Ele esconde-se, se adapta, reinventa-se. E agora ele te entrega a chave de uma história que sempre foi sua, mesmo sem o saber. Você pode odiar-me, pode ignorar-me, mas eu vi-te nascer e isso ninguém pode apagar. Com carinho eterno, eu virava. Ronaldinho deixou cair a carta sobre o colo. Ficou ali em silêncio, encarando o tecto, sem saber o que pensar, mas com uma certeza a nascer no peito.
A partir daquele momento, nada na sua história permaneceria entocado. O silêncio do automóvel era quase insuportável. Ronaldinho conduzia pelas ruas vazias do Porto Alegre, com um envelope ainda selado, repousando no banco do passageiro. A cidade parecia diferente naquela noite, mais lenta, mais densa. As luzes dos postes piscavam como se hesitassem em iluminar o que estava para vir.
Ele estacionou em frente de casa, mas não saiu imediatamente. Ficou ali a olhar para o envelope, como quem encara uma recordação que ainda não foi vivida. O nome dele escrito com letras delicadas, caligrafia feminina, firme, antiga, provocava uma sensação estranha. como se o papel sussurrasse um segredo que não queria mais ser escondido.
Finalmente entrou, pousou o envelope sobre a mesa da sala, descalçou os ténis e ficou descalço no piso frio, tentando sentir algo concreto sobre os pés. Preparou um café, mas esqueceu-se de beber. A chaleira apitou, desligou, depois sentou-se diante da mesa, com as mãos trémulas, rompeu o selo e puxou o documento.
Era de facto um testamento reconhecido em notário, com carimbos, assinaturas, testemunhas, o nome da mulher que está no topo, Isadora Peixoto Monteiro. jamais tinha ouvido falar, mas logo na primeira linha, um baco, em plena consciência que deixo todos os meus bens materiais e espirituais a Ronaldo de Assis Moreira, também conhecido por Ronaldinho Gaúcho.
Leu a frase três vezes, como se cada repetição fosse necessária para acreditar. Bens espirituais. Isso o desconcertou ainda mais. Continuou. Ao longo da minha vida, acompanhei de longe a trajetória de Ronaldo. Nunca me revelei por promessa, mas guardei em mim algo que lhe pertence. Agora que estou partindo, não posso levar este segredo para o túmulo.
Ele precisa de saber, precisa de compreender o que foi apagado. Ao final, um pedido. A caixa que guardo está no meu antigo apartamento, número 302, edifício Monteiro, Rua das Laranjeiras. A chave está com o administrador do condomínio. Entreguem-no apenas se ele vier pessoalmente. Ronaldinho deixou o testamento sobre a mesa e levou as mãos ao rosto.

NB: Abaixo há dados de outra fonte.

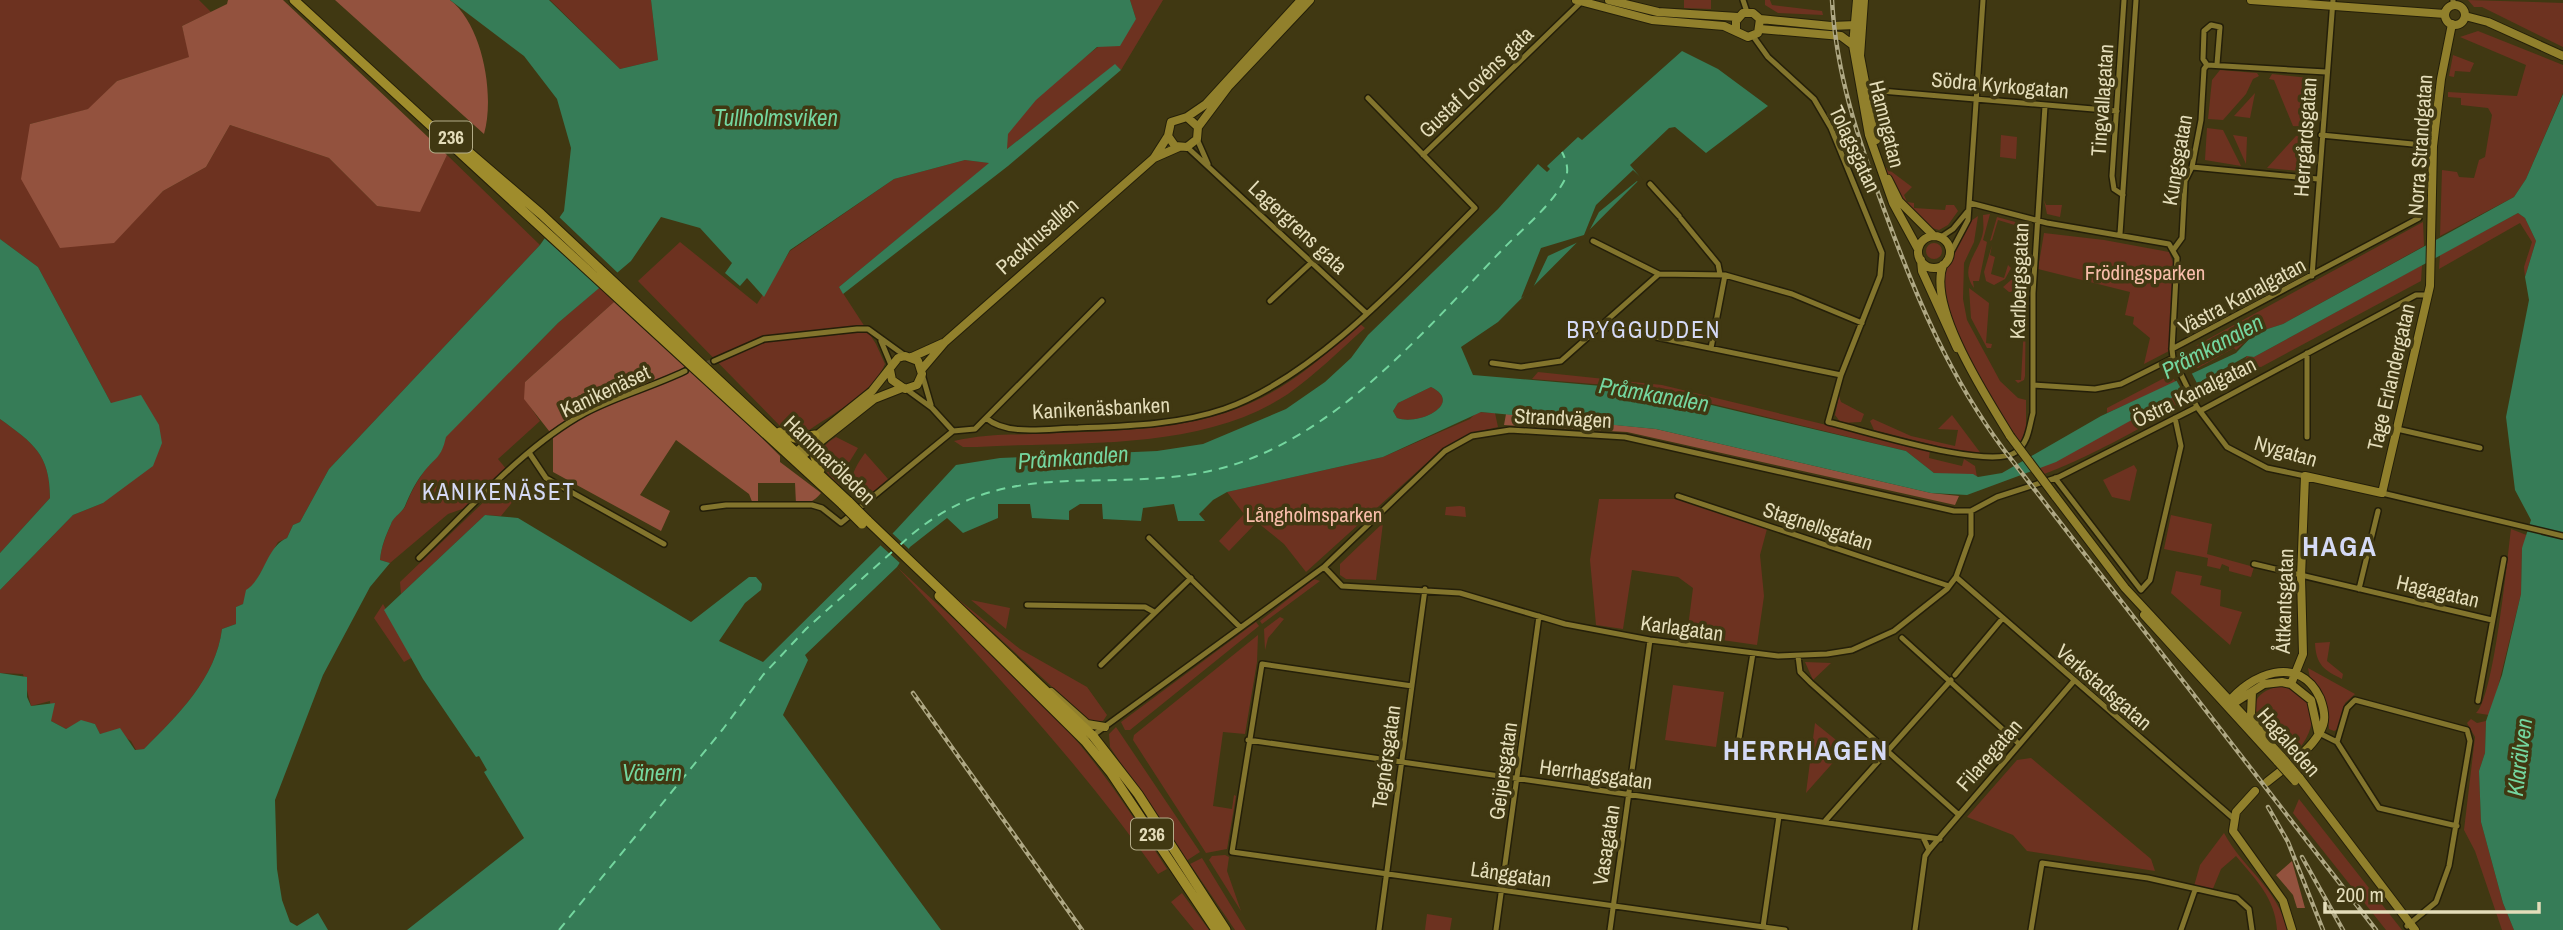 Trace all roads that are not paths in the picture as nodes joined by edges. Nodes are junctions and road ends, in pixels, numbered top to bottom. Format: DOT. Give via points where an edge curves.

Uma parte dele queria ignorar tudo, fingir que aquilo não existia, que era um engano, uma partida. Mas outra parte, mais teimosa, mais instintiva, sabia que aquele era apenas o início da algo muito maior. Pegou no telemóvel, ligou para Marina. Desculpa ligar a esta hora. Podes falar, Dinho. Aconteceu alguma coisa? Recebi hoje um testamento.
Testamento de quem? De uma mulher que nunca vi na vida. Mas ela deixou-me tudo e disse que tem algo para mim, um segredo, um lugar. Vai lá? Vou. Quer que eu vá com você? Não, acho que preciso de fazer isso sozinho. No dia seguinte, o céu do Porto Alegre estava carregado. Ronaldinho estacionou em frente ao edifício Monteiro, um edifício antigo de fachada gasta e janelas estreitas.
Havia musgo nas paredes e grades enferrujadas. No portão, um intercomunicador gasto. Tocou. Um senhor atendeu. Edson, administrador do condomínio. Bom dia. Eu sou o Ronaldo. Ronaldo de Assis. Vim por conta do apartamento 302. Penso que o senhor recebeu um documento a meu respeito. Ah, sim. Dona Isadora falou de si. Espera aí.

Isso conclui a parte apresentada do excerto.